**PROBLEM TO SOLVE:**
If a line of the data below holds the word "main", list it.

GIVEN DATA Start Marker

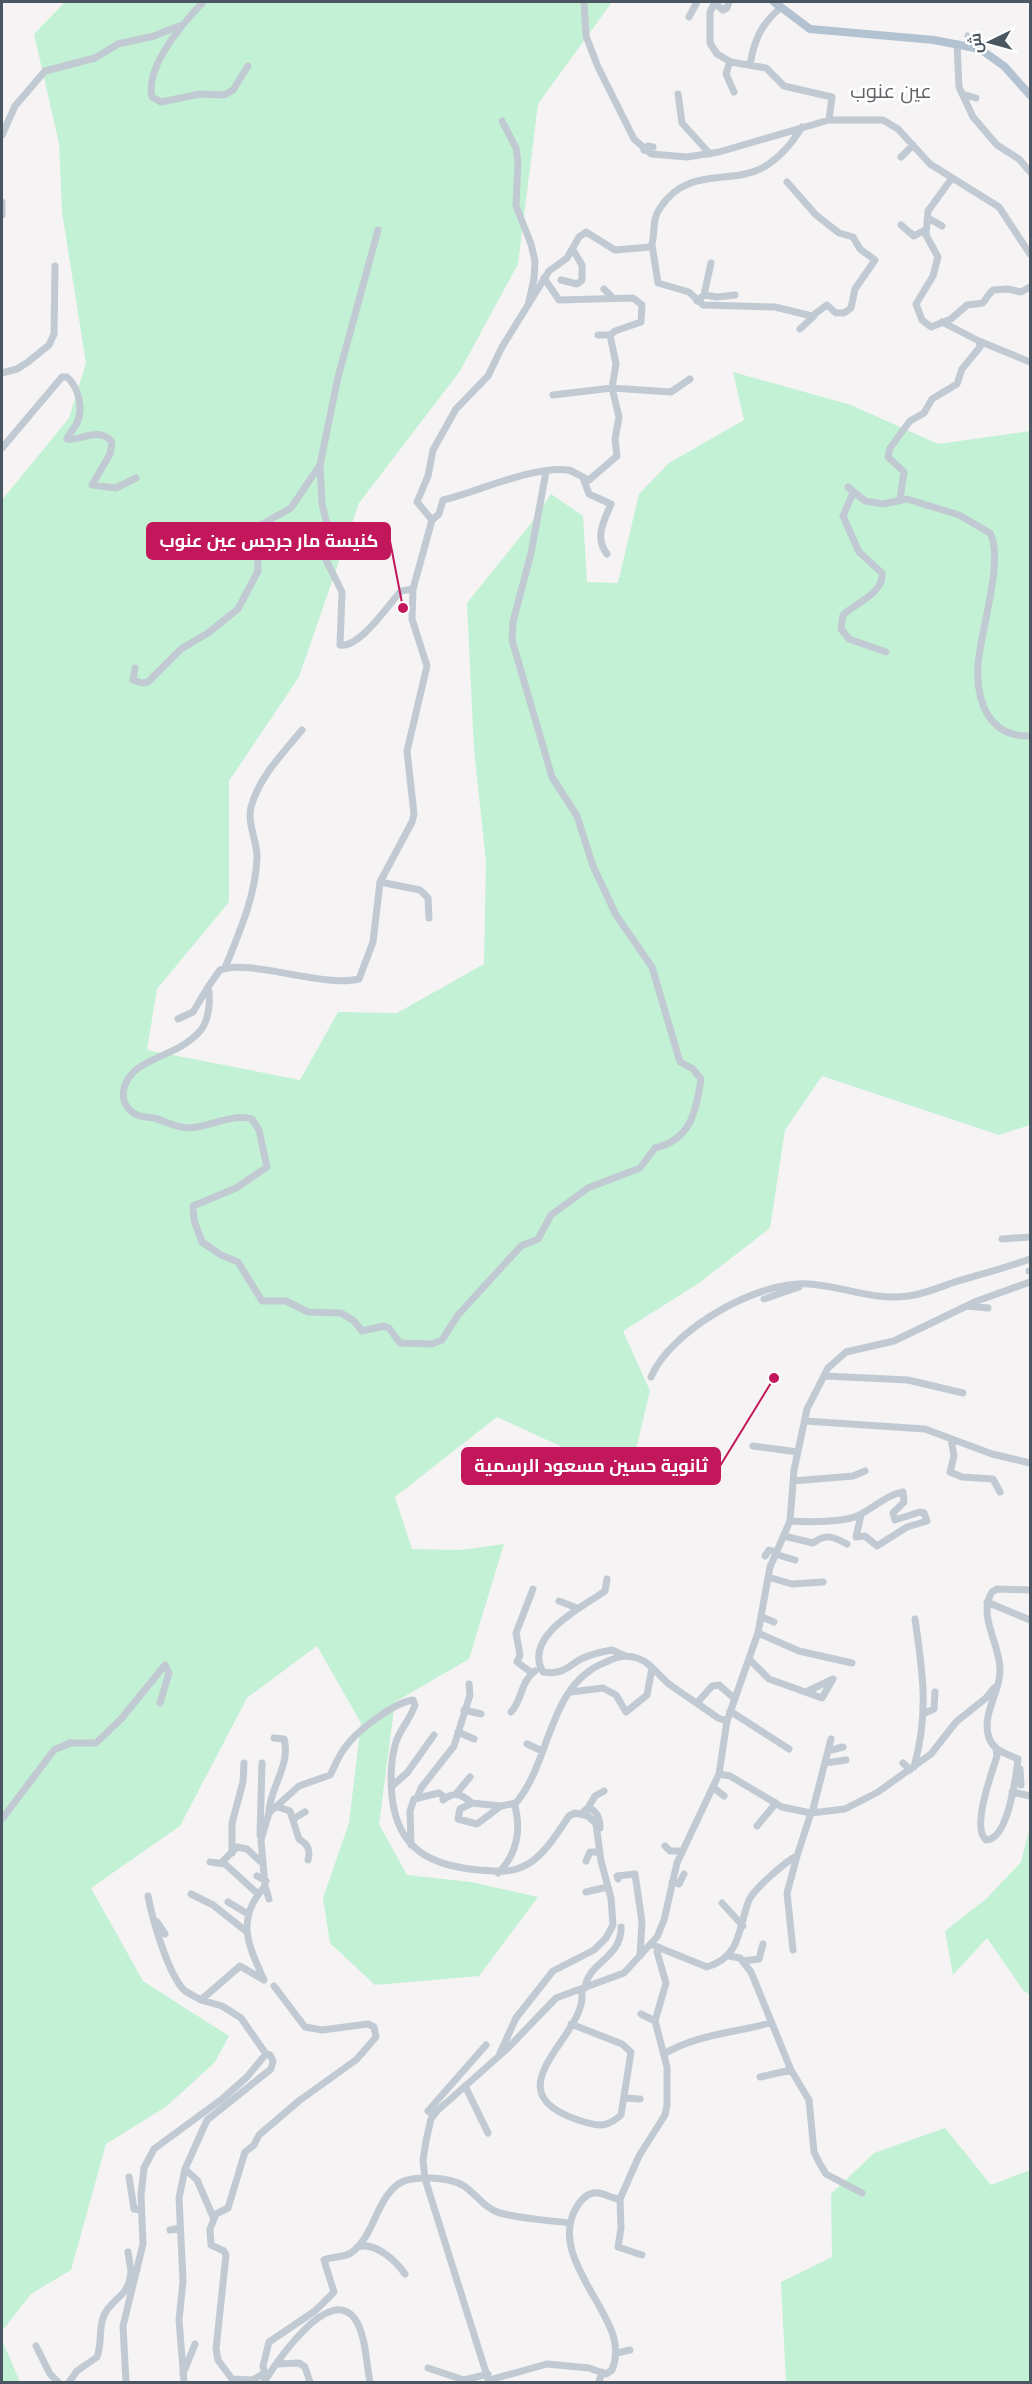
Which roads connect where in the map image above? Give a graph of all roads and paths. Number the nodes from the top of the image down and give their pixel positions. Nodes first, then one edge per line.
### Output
1 (203, 2) edge
2 (584, 2) edge
3 (697, 2) edge
4 (729, 2) edge
5 (716, 3) edge
6 (777, 5) edge
7 (689, 17) dead end
8 (182, 25) junction
9 (968, 36) dead end
10 (957, 44) junction
11 (980, 49) junction
12 (730, 61) junction
13 (750, 65) junction
14 (248, 66) dead end
15 (734, 92) dead end
16 (678, 94) dead end
17 (962, 94) junction
18 (1030, 95) edge
19 (976, 98) dead end
20 (14, 113) dead end
21 (829, 120) junction
22 (502, 121) dead end
23 (899, 123) dead end
24 (891, 124) junction
25 (802, 127) junction
26 (2, 135) edge
27 (913, 145) junction
28 (653, 147) dead end
29 (644, 150) junction
30 (710, 154) junction
31 (901, 157) dead end
32 (1030, 172) edge
33 (952, 178) junction
34 (787, 182) dead end
35 (2, 202) edge
36 (2, 215) edge
37 (928, 218) junction
38 (901, 225) dead end
39 (942, 226) dead end
40 (378, 230) dead end
41 (925, 230) junction
42 (652, 245) junction
43 (573, 250) junction
44 (1030, 254) edge
45 (711, 262) dead end
46 (55, 266) dead end
47 (544, 278) junction
48 (561, 280) dead end
49 (1030, 287) edge
50 (604, 289) dead end
51 (704, 295) junction
52 (735, 295) dead end
53 (613, 298) junction
54 (697, 301) junction
55 (526, 312) junction
56 (814, 316) junction
57 (942, 322) junction
58 (800, 329) dead end
59 (598, 335) dead end
60 (610, 335) junction
61 (979, 341) junction
62 (1030, 362) edge
63 (2, 373) edge
64 (690, 380) dead end
65 (612, 388) junction
66 (553, 395) dead end
67 (2, 448) edge
68 (320, 465) junction
69 (546, 472) junction
70 (581, 476) junction
71 (136, 478) dead end
72 (900, 499) junction
73 (432, 520) junction
74 (601, 544) junction
75 (599, 554) dead end
76 (608, 554) dead end
77 (413, 589) junction
78 (886, 652) dead end
79 (135, 668) dead end
80 (302, 730) dead end
81 (1030, 736) edge
82 (380, 882) junction
83 (429, 918) dead end
84 (225, 968) junction
85 (208, 987) junction
86 (178, 1019) dead end
87 (1030, 1237) edge
88 (1002, 1239) dead end
89 (1030, 1259) edge
90 (1030, 1282) edge
91 (807, 1283) junction
92 (764, 1299) dead end
93 (967, 1306) junction
94 (988, 1308) dead end
95 (824, 1376) junction
96 (651, 1377) dead end
97 (963, 1393) dead end
98 (805, 1421) junction
99 (934, 1432) junction
100 (951, 1439) junction
101 (938, 1442) dead end
102 (753, 1446) dead end
103 (798, 1452) junction
104 (1030, 1463) edge
105 (865, 1471) dead end
106 (793, 1481) junction
107 (1000, 1492) dead end
108 (861, 1515) junction
109 (790, 1521) junction
110 (784, 1536) junction
111 (847, 1544) dead end
112 (776, 1553) junction
113 (765, 1556) dead end
114 (795, 1560) dead end
115 (768, 1577) junction
116 (607, 1579) dead end
117 (823, 1582) dead end
118 (533, 1589) dead end
119 (1030, 1590) edge
120 (560, 1601) dead end
121 (987, 1602) junction
122 (577, 1608) junction
123 (762, 1617) junction
124 (915, 1619) dead end
125 (1030, 1620) edge
126 (774, 1622) dead end
127 (758, 1633) junction
128 (623, 1656) junction
129 (750, 1660) junction
130 (852, 1663) dead end
131 (652, 1668) junction
132 (543, 1672) junction
133 (532, 1673) junction
134 (469, 1684) dead end
135 (571, 1692) junction
136 (806, 1692) dead end
137 (935, 1692) dead end
138 (735, 1699) junction
139 (989, 1700) junction
140 (698, 1702) junction
141 (160, 1703) dead end
142 (464, 1710) junction
143 (730, 1711) junction
144 (511, 1712) dead end
145 (925, 1713) junction
146 (481, 1714) dead end
147 (727, 1721) junction
148 (458, 1732) junction
149 (434, 1735) dead end
150 (274, 1738) dead end
151 (474, 1739) dead end
152 (831, 1739) dead end
153 (527, 1744) dead end
154 (843, 1747) dead end
155 (789, 1749) dead end
156 (996, 1749) junction
157 (542, 1751) junction
158 (828, 1751) junction
159 (846, 1760) dead end
160 (1018, 1761) junction
161 (244, 1762) dead end
162 (262, 1763) dead end
163 (825, 1763) junction
164 (903, 1763) dead end
165 (912, 1768) junction
166 (719, 1774) junction
167 (470, 1777) dead end
168 (1021, 1785) dead end
169 (392, 1786) junction
170 (713, 1787) junction
171 (604, 1791) dead end
172 (1012, 1792) junction
173 (456, 1794) junction
174 (418, 1796) junction
175 (724, 1796) dead end
176 (1030, 1796) edge
177 (472, 1803) junction
178 (514, 1803) junction
179 (776, 1803) junction
180 (501, 1806) junction
181 (278, 1807) junction
182 (585, 1810) junction
183 (305, 1812) dead end
184 (269, 1813) junction
185 (812, 1813) junction
186 (2, 1819) edge
187 (293, 1819) junction
188 (757, 1826) dead end
189 (261, 1840) junction
190 (411, 1845) junction
191 (665, 1846) dead end
192 (682, 1851) junction
193 (234, 1852) junction
194 (600, 1852) junction
195 (797, 1856) junction
196 (308, 1860) dead end
197 (586, 1861) dead end
198 (601, 1861) junction
199 (210, 1862) dead end
200 (222, 1862) junction
201 (263, 1864) junction
202 (498, 1873) junction
203 (684, 1874) dead end
204 (257, 1876) dead end
205 (618, 1879) dead end
206 (672, 1882) junction
207 (265, 1884) junction
208 (608, 1887) junction
209 (586, 1892) dead end
210 (191, 1894) dead end
211 (258, 1894) junction
212 (148, 1896) dead end
213 (269, 1899) dead end
214 (228, 1902) dead end
215 (722, 1903) dead end
216 (788, 1907) junction
217 (151, 1912) junction
218 (781, 1912) dead end
219 (248, 1914) junction
220 (743, 1926) junction
221 (621, 1927) dead end
222 (247, 1932) junction
223 (165, 1934) dead end
224 (763, 1944) dead end
225 (656, 1946) junction
226 (793, 1950) dead end
227 (729, 1956) junction
228 (639, 1958) junction
229 (742, 1961) junction
230 (274, 1986) dead end
231 (583, 1989) junction
232 (201, 2000) junction
233 (641, 2013) dead end
234 (656, 2021) junction
235 (770, 2023) junction
236 (571, 2024) junction
237 (486, 2045) dead end
238 (500, 2053) junction
239 (266, 2054) junction
240 (664, 2054) junction
241 (791, 2070) junction
242 (760, 2077) dead end
243 (465, 2086) junction
244 (625, 2098) junction
245 (640, 2099) dead end
246 (434, 2115) junction
247 (488, 2133) dead end
248 (185, 2169) junction
249 (129, 2177) dead end
250 (424, 2178) junction
251 (862, 2193) dead end
252 (620, 2199) junction
253 (141, 2210) junction
254 (214, 2218) junction
255 (569, 2223) junction
256 (180, 2228) junction
257 (170, 2230) dead end
258 (357, 2247) junction
259 (128, 2252) dead end
260 (642, 2255) dead end
261 (134, 2271) junction
262 (405, 2274) dead end
263 (195, 2344) dead end
264 (36, 2346) dead end
265 (630, 2350) dead end
266 (617, 2353) junction
267 (277, 2364) junction
268 (428, 2368) dead end
269 (602, 2372) junction
270 (183, 2374) junction
271 (264, 2378) edge
272 (488, 2379) edge
273 (58, 2382) edge
274 (69, 2382) edge
275 (126, 2382) edge
276 (184, 2382) edge
277 (310, 2382) edge
278 (370, 2382) edge
279 (599, 2382) edge

1 - 8 street
2 - 29 street
3 - 7 street
4 - 5 street
5 - 12 street
6 - 10 main road
6 - 13 street
8 - 14 street
8 - 26 street
9 - 11 street
10 - 11 main road
10 - 17 street
11 - 18 main road
12 - 13 street
12 - 15 street
13 - 21 street
16 - 30 street
17 - 19 street
17 - 32 street
20 - 26 street
21 - 24 street
21 - 25 street
22 - 55 street
23 - 24 street
24 - 27 street
25 - 30 street
25 - 42 street
27 - 31 street
27 - 33 street
28 - 29 street
29 - 30 street
33 - 37 street
33 - 44 street
34 - 56 street
35 - 36 street
37 - 39 street
37 - 41 street
38 - 41 street
40 - 68 street
41 - 57 street
42 - 43 street
42 - 54 street
43 - 47 street
43 - 48 street
45 - 51 street
46 - 63 street
47 - 53 street
47 - 55 street
49 - 57 street
50 - 53 street
51 - 52 street
51 - 54 street
53 - 60 street
54 - 56 street
55 - 73 street
56 - 58 street
57 - 61 street
59 - 60 street
60 - 65 street
61 - 62 street
61 - 72 street
64 - 65 street
65 - 66 street
65 - 70 street
67 - 71 street
68 - 77 street
68 - 79 street
69 - 70 street
69 - 73 street
69 - 85 street
70 - 74 street
72 - 78 street
72 - 81 street
73 - 77 street
74 - 75 street
74 - 76 street
77 - 82 street
80 - 84 street
82 - 83 street
82 - 84 street
84 - 85 street
85 - 86 street
87 - 88 street
89 - 91 street
90 - 93 street
91 - 92 street
91 - 96 street
93 - 94 street
93 - 95 street
95 - 97 street
95 - 98 street
98 - 99 street
98 - 103 street
99 - 100 street
99 - 101 street
100 - 104 street
100 - 107 street
102 - 103 street
103 - 106 street
105 - 106 street
106 - 109 street
108 - 108 street
108 - 109 street
109 - 110 street
110 - 111 street
110 - 112 street
112 - 113 street
112 - 114 street
112 - 115 street
115 - 117 street
115 - 123 street
116 - 122 street
118 - 133 street
119 - 121 street
120 - 122 street
121 - 125 street
121 - 139 street
122 - 132 street
123 - 126 street
123 - 127 street
124 - 145 street
127 - 129 street
127 - 130 street
128 - 131 street
128 - 132 street
128 - 135 street
129 - 136 street
129 - 138 street
131 - 135 street
131 - 140 street
132 - 133 street
133 - 144 street
134 - 142 street
135 - 157 street
137 - 145 street
138 - 140 street
138 - 143 street
139 - 156 street
139 - 165 street
140 - 147 street
141 - 186 street
142 - 146 street
142 - 148 street
143 - 147 street
143 - 155 street
145 - 165 street
147 - 166 street
148 - 151 street
148 - 174 street
149 - 169 street
150 - 184 street
152 - 158 street
153 - 157 street
154 - 158 street
156 - 160 street
156 - 172 street
157 - 178 street
158 - 163 street
159 - 163 street
160 - 168 street
160 - 172 street
161 - 193 street
162 - 189 street
163 - 185 street
164 - 165 street
165 - 185 street
166 - 170 street
166 - 179 street
167 - 173 street
169 - 181 street
169 - 190 street
170 - 175 street
170 - 192 street
171 - 182 street
172 - 176 street
173 - 174 street
173 - 177 street
174 - 190 street
177 - 180 street
177 - 180 street
178 - 180 street
178 - 202 street
179 - 185 street
179 - 188 street
181 - 184 street
181 - 187 street
182 - 194 street
182 - 198 street
182 - 202 street
183 - 187 street
184 - 189 street
185 - 195 street
187 - 196 street
189 - 201 street
190 - 202 street
191 - 192 street
192 - 206 street
193 - 200 street
193 - 201 street
194 - 197 street
194 - 198 street
195 - 216 street
195 - 220 street
198 - 208 street
199 - 200 street
200 - 211 street
201 - 207 street
203 - 206 street
204 - 207 street
205 - 228 street
206 - 225 street
207 - 211 street
207 - 213 street
208 - 209 street
208 - 238 street
210 - 222 street
211 - 219 street
212 - 217 street
214 - 219 street
215 - 220 street
216 - 218 street
216 - 226 street
217 - 223 street
217 - 232 street
219 - 222 street
220 - 227 street
221 - 231 street
222 - 232 street
224 - 229 street
225 - 227 street
225 - 228 street
225 - 234 street
227 - 229 street
228 - 231 street
229 - 235 street
230 - 254 street
231 - 236 street
231 - 238 street
232 - 239 street
233 - 234 street
234 - 240 street
235 - 240 street
235 - 241 street
236 - 244 street
236 - 244 street
237 - 246 street
238 - 243 street
239 - 248 street
239 - 253 street
240 - 252 street
241 - 242 street
241 - 251 street
243 - 246 street
243 - 247 street
244 - 245 street
246 - 250 street
248 - 254 street
248 - 256 street
249 - 253 street
250 - 255 street
250 - 258 street
250 - 272 street
252 - 255 street
252 - 260 street
253 - 261 street
254 - 271 street
255 - 266 street
256 - 257 street
256 - 270 street
258 - 262 street
258 - 271 street
259 - 261 street
261 - 274 street
261 - 275 street
263 - 270 street
264 - 273 street
265 - 266 street
266 - 269 street
267 - 271 street
267 - 277 street
267 - 278 street
268 - 272 street
269 - 272 street
269 - 279 street
270 - 276 street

GIVEN DATA End Marker

**OUTPUT FOR THIS TASK:**
6 - 10 main road
10 - 11 main road
11 - 18 main road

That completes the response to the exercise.